“Jika motivator cuma modal ngomong,
kenapa
tidak semua orang sukses jadi motivator? ”
(Hatake
Niwa)
Dulu, saat saya masih sering galau, saya rajin mengikuti
acara motivasi di sebuah televisi swasta. Acara tersebut ditayangkan setiap
pekan. Bukan acara live sih, tapi bagi saya acara itu lumayan
efektif untuk menyentil nalar dan menggugah nurani.
Setiap pekannya, si motivator membahas topik yang beragam.
Biasanya, dalam acara itu si motivator melakukan dialog interaktif dengan audience yang ada di studio. Di
sela-sela dialog itu, si motivator akan menyitir banyak nasehat bijak untuk
menjawab pertanyaan-pertanyaan yang ditujukan kepadanya. Apapun pertanyaan dan
keluhannya, si motivator selalu memiliki jawaban logisnya—seakan-akan dirinya adalah
“doraemon” yang bisa mengatasi segala masalah.
Si motivator tidak hanya terkenal di layar kaca. Di dunia
maya, ia juga dikenal luas oleh para netizen.

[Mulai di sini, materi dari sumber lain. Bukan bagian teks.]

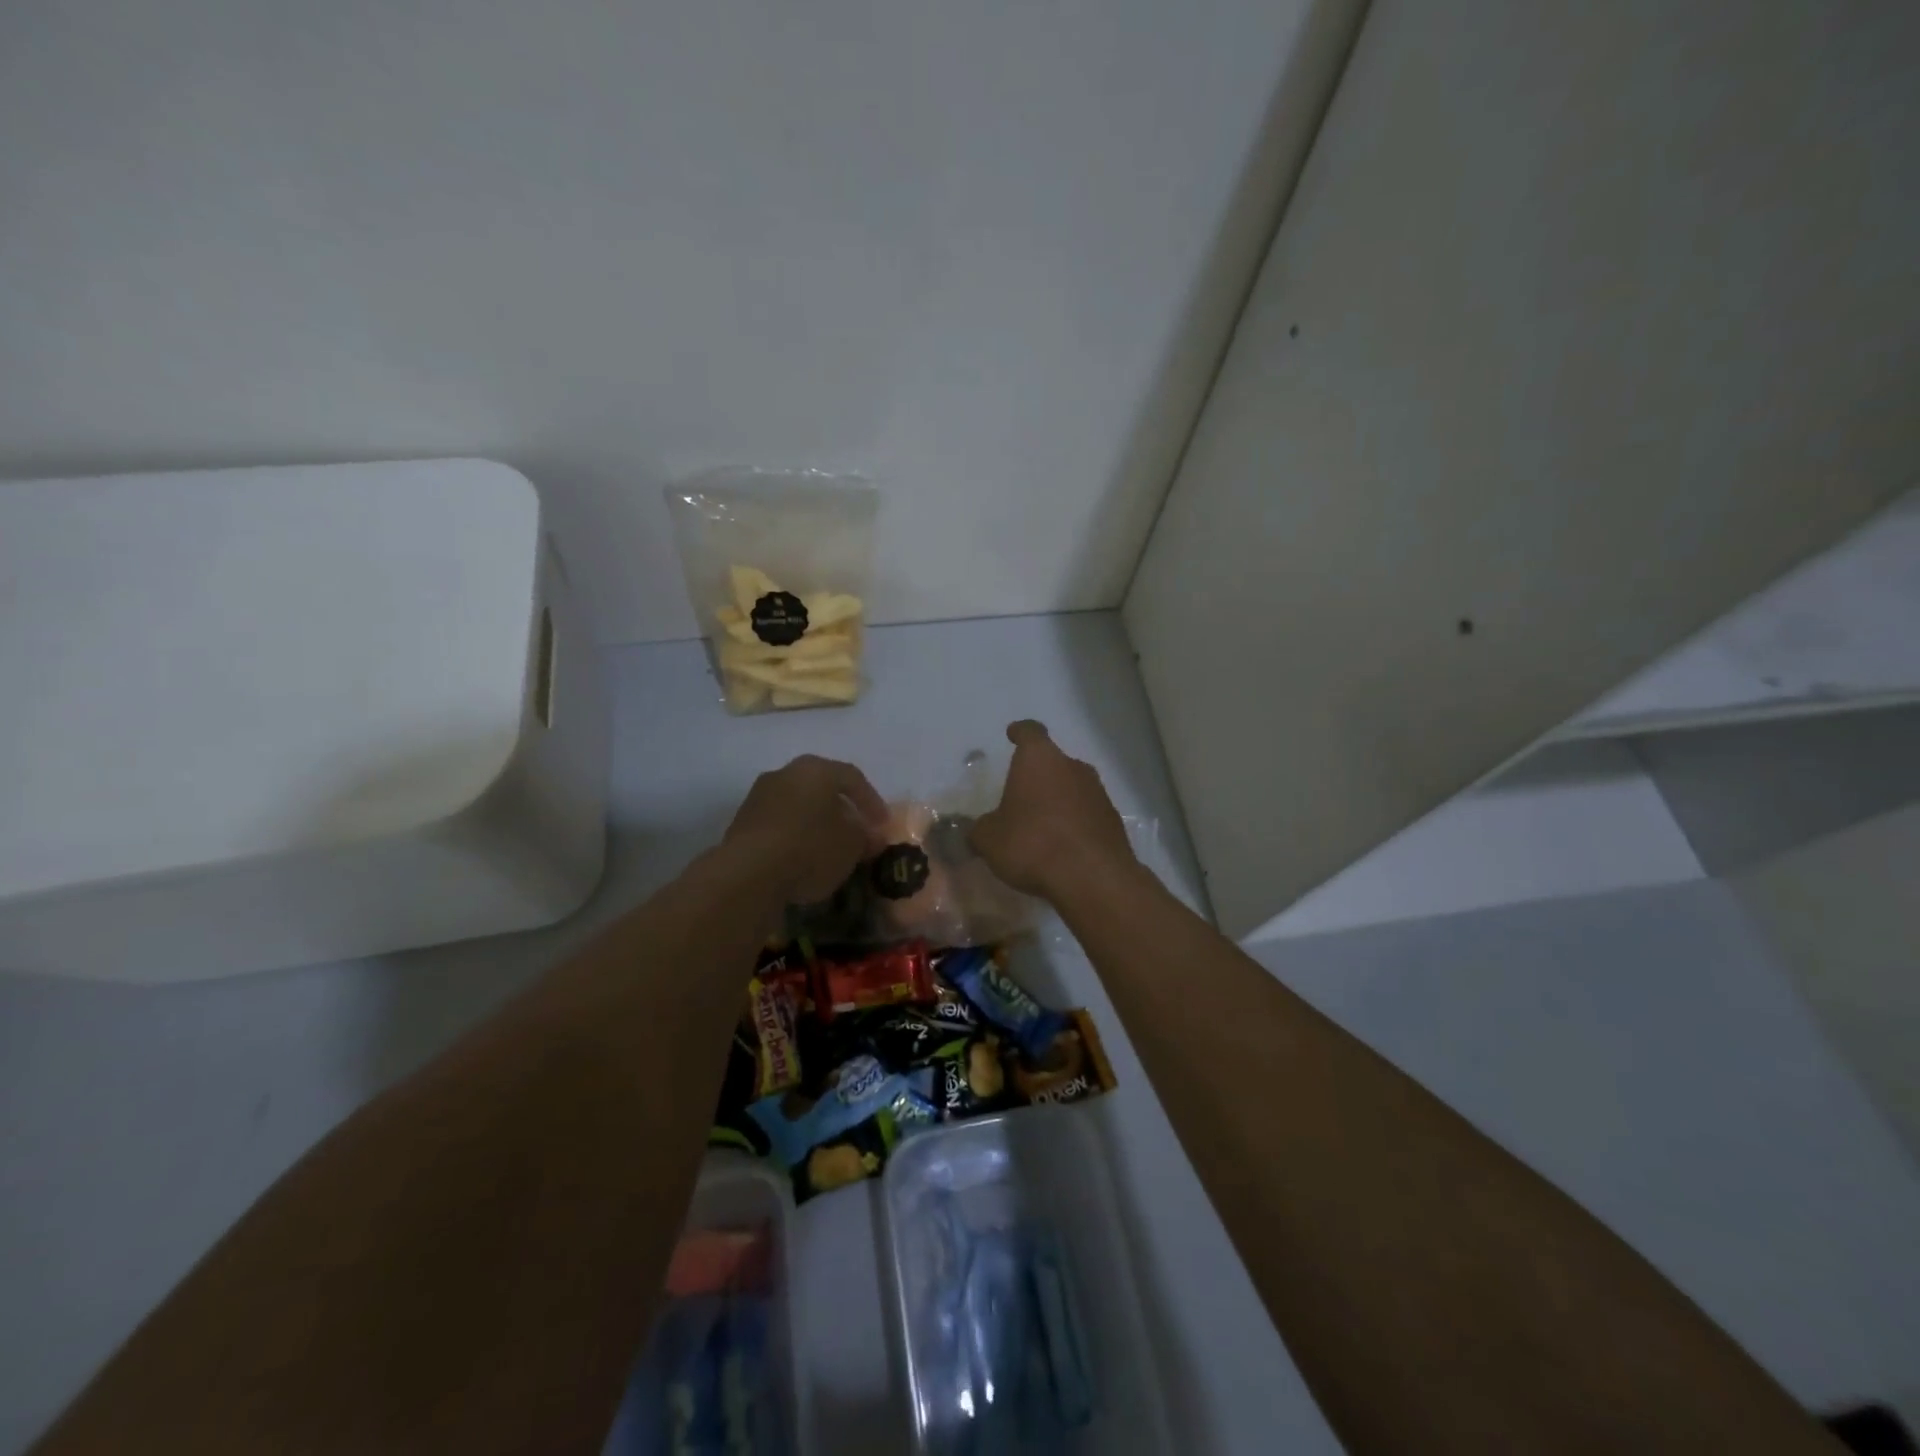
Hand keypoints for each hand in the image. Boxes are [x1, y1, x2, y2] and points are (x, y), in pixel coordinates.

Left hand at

Fanspage-nya di media sosial terbilang
sukses. Jumlah followers-nya mencapai jutaan. Dengan fanspage itu,
si motivator sering membagikan nasehat-nasehat bijaknya. Kebanyakan nasehatnya bertutur
tentang kebijaksanaan hidup, hubungan antarpribadi, percintaan, dan
pengembangan diri. Semuanya dikemas dalam bahasa “tingkat tinggi” yang sengaja
dipilih demi menggugah motivasi para pembacanya.
Anehnya, tidak semua orang menyukai nasehat si motivator.
Ada saja segelintir netizen yang
nyinyir bilang si motivator cuma “omdo” (omong doang). Ada juga yang sibuk
ngeles, mencoba memelintir nasehat si motivator dengan argumen dangkal. Komentar
andalan yang sering mereka pakai kurang lebih begini: “Kalau cuma ngomong doang sih gampang, prakteknya susah, Pak!”
Hadeeeh… Saya
tidak habis pikir. Namanya juga motivator, tidak salah kalau dia rajin membagi
kata-kata mutiara. Ibaratnya, motivator itu penjual roti. Bukankah wajar jika penjual
roti berkeliling kampung sambil berseru menjajakan dagangannya. Begitu juga
motivator. Bagaimanapun seorang motivator dihargai karena keahliannya
memotivasi orang lain. Menggelikan sekali jika kita malah nyinyir misuhi si motivator sampai berani berkomentar
miring seakan-akan kita lebih berpengetahuan dibanding si motivator.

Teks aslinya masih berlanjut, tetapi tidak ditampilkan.